José Steinsleger
El poder falocrático

Si usted tiene serias intenciones de ahondar en los antecedentes del importante y trascendente caso Lewinsky-Clinton, recuerde que al empezar el siglo las cosas eran distintas. En 1901, el gobierno de Estados Unidos emprendió una campaña contra el beso, y Anna Hattfield, presidenta de Women's Christian Temperance Union, advirtió que se trataba de una práctica bárbara y malsana. ``En los casos en que no pueda ser evitado --aconsejó-- es imprescindible un previo lavado bucal con algún producto antiséptico''. Los fabricantes de pasta dental y cepillos de dientes amasaron fortunas.

En marzo de 1905, doña Anna ovacionó con sus huestes, que no eran pocas, el discurso de Theodore Roosevelt ante el Congreso.
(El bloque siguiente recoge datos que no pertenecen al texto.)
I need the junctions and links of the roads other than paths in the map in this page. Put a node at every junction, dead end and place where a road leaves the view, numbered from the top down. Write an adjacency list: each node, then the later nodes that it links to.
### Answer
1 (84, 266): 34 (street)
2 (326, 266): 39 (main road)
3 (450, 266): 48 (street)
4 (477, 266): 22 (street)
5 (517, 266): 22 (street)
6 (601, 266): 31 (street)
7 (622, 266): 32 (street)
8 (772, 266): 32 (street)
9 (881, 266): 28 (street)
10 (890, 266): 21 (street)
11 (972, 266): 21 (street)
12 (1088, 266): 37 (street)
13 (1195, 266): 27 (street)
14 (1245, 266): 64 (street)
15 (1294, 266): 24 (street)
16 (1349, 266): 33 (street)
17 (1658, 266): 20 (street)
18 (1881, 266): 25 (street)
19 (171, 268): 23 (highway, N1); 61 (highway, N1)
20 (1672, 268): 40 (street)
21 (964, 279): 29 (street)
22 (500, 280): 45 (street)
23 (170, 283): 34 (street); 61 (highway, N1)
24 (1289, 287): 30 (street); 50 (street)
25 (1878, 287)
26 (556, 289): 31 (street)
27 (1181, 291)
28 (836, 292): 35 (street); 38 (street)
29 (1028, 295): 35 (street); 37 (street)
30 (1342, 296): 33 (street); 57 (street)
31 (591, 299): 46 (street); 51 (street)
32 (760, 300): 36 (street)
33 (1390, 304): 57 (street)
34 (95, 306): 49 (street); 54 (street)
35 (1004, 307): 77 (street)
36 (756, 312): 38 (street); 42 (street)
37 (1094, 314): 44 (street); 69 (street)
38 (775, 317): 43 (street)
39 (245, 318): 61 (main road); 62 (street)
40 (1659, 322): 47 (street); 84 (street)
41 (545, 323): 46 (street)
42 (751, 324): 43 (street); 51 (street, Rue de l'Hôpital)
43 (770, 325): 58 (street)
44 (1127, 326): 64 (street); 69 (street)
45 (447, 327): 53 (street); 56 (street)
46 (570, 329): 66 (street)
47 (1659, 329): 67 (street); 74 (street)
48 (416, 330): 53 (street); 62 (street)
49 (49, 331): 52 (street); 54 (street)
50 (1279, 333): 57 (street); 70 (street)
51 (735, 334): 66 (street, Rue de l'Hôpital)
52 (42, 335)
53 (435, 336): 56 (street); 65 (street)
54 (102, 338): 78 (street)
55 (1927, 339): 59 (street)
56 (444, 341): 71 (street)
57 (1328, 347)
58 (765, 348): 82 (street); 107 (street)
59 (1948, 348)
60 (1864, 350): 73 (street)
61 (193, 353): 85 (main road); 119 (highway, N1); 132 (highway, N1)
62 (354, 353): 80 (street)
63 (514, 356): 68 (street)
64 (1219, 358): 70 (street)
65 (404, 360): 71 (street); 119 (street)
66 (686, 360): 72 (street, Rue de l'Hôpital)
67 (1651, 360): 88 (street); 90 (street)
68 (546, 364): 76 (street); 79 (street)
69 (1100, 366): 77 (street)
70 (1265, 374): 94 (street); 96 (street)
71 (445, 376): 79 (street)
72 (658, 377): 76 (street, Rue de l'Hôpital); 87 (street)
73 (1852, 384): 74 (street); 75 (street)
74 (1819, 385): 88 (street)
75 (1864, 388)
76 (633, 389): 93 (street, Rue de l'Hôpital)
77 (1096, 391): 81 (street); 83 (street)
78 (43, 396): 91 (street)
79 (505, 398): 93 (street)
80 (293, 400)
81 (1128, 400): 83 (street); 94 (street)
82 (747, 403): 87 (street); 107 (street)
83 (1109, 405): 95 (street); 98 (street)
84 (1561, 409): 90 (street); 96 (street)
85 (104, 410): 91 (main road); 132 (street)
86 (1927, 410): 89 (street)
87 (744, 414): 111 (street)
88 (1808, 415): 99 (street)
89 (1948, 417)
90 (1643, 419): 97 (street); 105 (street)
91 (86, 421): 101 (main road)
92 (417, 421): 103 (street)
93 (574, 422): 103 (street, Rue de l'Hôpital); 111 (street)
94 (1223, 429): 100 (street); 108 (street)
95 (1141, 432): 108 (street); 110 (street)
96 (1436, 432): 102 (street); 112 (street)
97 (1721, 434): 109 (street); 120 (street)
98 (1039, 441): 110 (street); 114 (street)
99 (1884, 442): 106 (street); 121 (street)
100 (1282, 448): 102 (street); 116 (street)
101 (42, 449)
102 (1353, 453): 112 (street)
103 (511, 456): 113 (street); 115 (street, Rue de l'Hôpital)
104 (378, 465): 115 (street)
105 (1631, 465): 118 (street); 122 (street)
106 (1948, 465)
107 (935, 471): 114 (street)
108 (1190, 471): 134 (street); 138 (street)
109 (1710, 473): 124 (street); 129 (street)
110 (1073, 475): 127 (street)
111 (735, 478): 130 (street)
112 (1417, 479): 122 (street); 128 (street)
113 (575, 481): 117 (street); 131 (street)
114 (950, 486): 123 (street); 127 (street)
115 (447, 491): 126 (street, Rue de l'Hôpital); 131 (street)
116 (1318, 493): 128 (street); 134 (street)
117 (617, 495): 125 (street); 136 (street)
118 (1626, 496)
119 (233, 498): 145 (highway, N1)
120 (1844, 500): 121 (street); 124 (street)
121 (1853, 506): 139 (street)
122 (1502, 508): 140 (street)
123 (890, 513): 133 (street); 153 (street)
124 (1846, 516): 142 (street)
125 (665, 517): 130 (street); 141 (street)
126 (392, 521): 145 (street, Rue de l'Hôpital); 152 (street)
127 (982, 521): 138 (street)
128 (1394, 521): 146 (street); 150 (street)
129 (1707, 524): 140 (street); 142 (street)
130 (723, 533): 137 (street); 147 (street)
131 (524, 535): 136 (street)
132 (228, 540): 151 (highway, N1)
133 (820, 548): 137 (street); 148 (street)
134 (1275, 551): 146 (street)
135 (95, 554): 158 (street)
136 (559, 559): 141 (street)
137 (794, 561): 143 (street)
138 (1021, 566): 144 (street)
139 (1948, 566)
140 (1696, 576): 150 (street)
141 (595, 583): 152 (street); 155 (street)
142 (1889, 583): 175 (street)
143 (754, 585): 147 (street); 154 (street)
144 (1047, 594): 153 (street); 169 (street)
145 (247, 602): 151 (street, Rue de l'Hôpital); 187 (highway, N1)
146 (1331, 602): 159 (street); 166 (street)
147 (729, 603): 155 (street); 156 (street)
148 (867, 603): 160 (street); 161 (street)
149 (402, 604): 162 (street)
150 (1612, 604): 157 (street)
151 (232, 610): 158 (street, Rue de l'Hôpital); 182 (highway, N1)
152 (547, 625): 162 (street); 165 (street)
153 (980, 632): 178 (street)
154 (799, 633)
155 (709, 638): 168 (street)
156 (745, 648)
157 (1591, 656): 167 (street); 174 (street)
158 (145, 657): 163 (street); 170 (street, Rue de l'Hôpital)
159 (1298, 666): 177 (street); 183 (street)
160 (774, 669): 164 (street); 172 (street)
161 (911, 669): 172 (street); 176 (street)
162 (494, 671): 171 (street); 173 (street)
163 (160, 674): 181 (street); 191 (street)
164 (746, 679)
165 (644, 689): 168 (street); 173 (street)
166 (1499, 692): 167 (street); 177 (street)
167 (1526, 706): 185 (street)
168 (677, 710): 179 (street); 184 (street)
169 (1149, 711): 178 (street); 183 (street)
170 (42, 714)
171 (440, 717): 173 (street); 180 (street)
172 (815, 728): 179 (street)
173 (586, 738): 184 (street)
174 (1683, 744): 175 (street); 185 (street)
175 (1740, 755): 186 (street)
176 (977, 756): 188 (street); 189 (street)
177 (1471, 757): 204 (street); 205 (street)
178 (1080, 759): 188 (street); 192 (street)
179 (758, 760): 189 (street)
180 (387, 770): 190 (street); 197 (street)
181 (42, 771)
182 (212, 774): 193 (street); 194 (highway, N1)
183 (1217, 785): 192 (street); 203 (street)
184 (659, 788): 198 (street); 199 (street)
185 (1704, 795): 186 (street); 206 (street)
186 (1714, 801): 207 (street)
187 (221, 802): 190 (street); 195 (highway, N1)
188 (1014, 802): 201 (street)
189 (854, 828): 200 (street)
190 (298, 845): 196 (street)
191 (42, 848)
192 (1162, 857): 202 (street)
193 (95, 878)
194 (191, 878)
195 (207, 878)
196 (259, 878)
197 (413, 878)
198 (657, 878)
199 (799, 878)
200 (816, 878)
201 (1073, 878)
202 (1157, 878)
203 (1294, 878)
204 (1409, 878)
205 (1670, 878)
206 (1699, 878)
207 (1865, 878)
En el pico del esplendor imperial, el gobernante advirtió sobre los peligros derivados de un antagonismo entre los deberes maternos y las características de la vida moderna.

Rooselvet dijo: ``...Ninguna madre que en verdad merezca ese título cambiaría sus experiencias de dolor y de alegría por una vida llena de egoísmo, de diversión constante, ajena a cualquier tipo de preocupación. Hay quienes aspiran a una vida de comodidades y lujo, que no deja espacio para los hijos. Estos hombres y mujeres sólo merecen el más profundo desprecio''.

Algo de la monserga debe haber prendido, pues actualmente, en muchos estados de la Unión, los ``jueces de paz'' pueden decidir cuándo son ilegales las prácticas eróticas realizadas por los matrimonios. Pero si usted es homosexual o goza con el sexo oral no vaya, por favor, al estado de Georgia. La ley vigente lo castigará con 20 años de prisión. Y si se da un paseo por los pueblos rurales de Utah considere que la tolerada poligamia de los ``Santos de los Ultimos Días'' es inflexible con quienes gustan de la masturbación.

En Estados Unidos, donde según Tocqueville ``la religión es indispensable para la preservación de las instituciones republicanas'', los ciudadanos son recatados en las cuestiones del sexo. No se besuquean, hay censura en la televisión por escenas escabrosas y la policía merodea alrededor de los cines para detener a menores que pretenden colarse en películas no autorizadas para su edad.

Para las esposas de los presidentes, políticos y funcionarios de Washington resulta insoportable que la persona amada se encuentre en reuniones a las que no asisten, rodeada de numerosas compañías. Saben que el espíritu vulgar acostumbra a simular que no se peca contra la moral y que acaso por esto ningún político o presidente puede dejar de invocar a Dios en sus discursos.

En 1995 por ejemplo, cuando en la Casa Blanca Mónica se ganaba el odio de sus compañeras porque insistía en trabajar horas extras, William Clinton declaraba haber logrado gran alivio con la lectura de los 150 himnos de El Libro de los Salmos del rey David para compensar, según dijo, ``los sufrimientos que le infligían sus enemigos''. La alusión del presidente iba dirigida al ultraconservador Newt Gingrich, quien desde 1994 lleva en la cartera una cartulina plastificada con los diez puntos de su Contrato con América, decálogo que evoca la imagen de un Moisés bajando del monte Sinaí con los mandatos divinos. El republicano Jesse Helms, poderoso hombre del Senado y jurado enemigo de América Latina, logró en julio de 1995 bloquear una partida destinada a financiar el tratamiento del sida. ``Una conducta deliberada, desagradable y repulsiva es lo que causa el sida. La enfermedad es transmitida por personas que participan en actos anormales'', declaró al New York Times.

Interrogado por Newsday acerca del tema, Helms agregó que su intención era obtener ``cierta equidad para la gente que sufre problemas cardiacos''. Tres años antes, el político fue sometido a una cirugía a corazón abierto. La válvula que le colocaron, un by-pass cuádruple, era de un cerdo.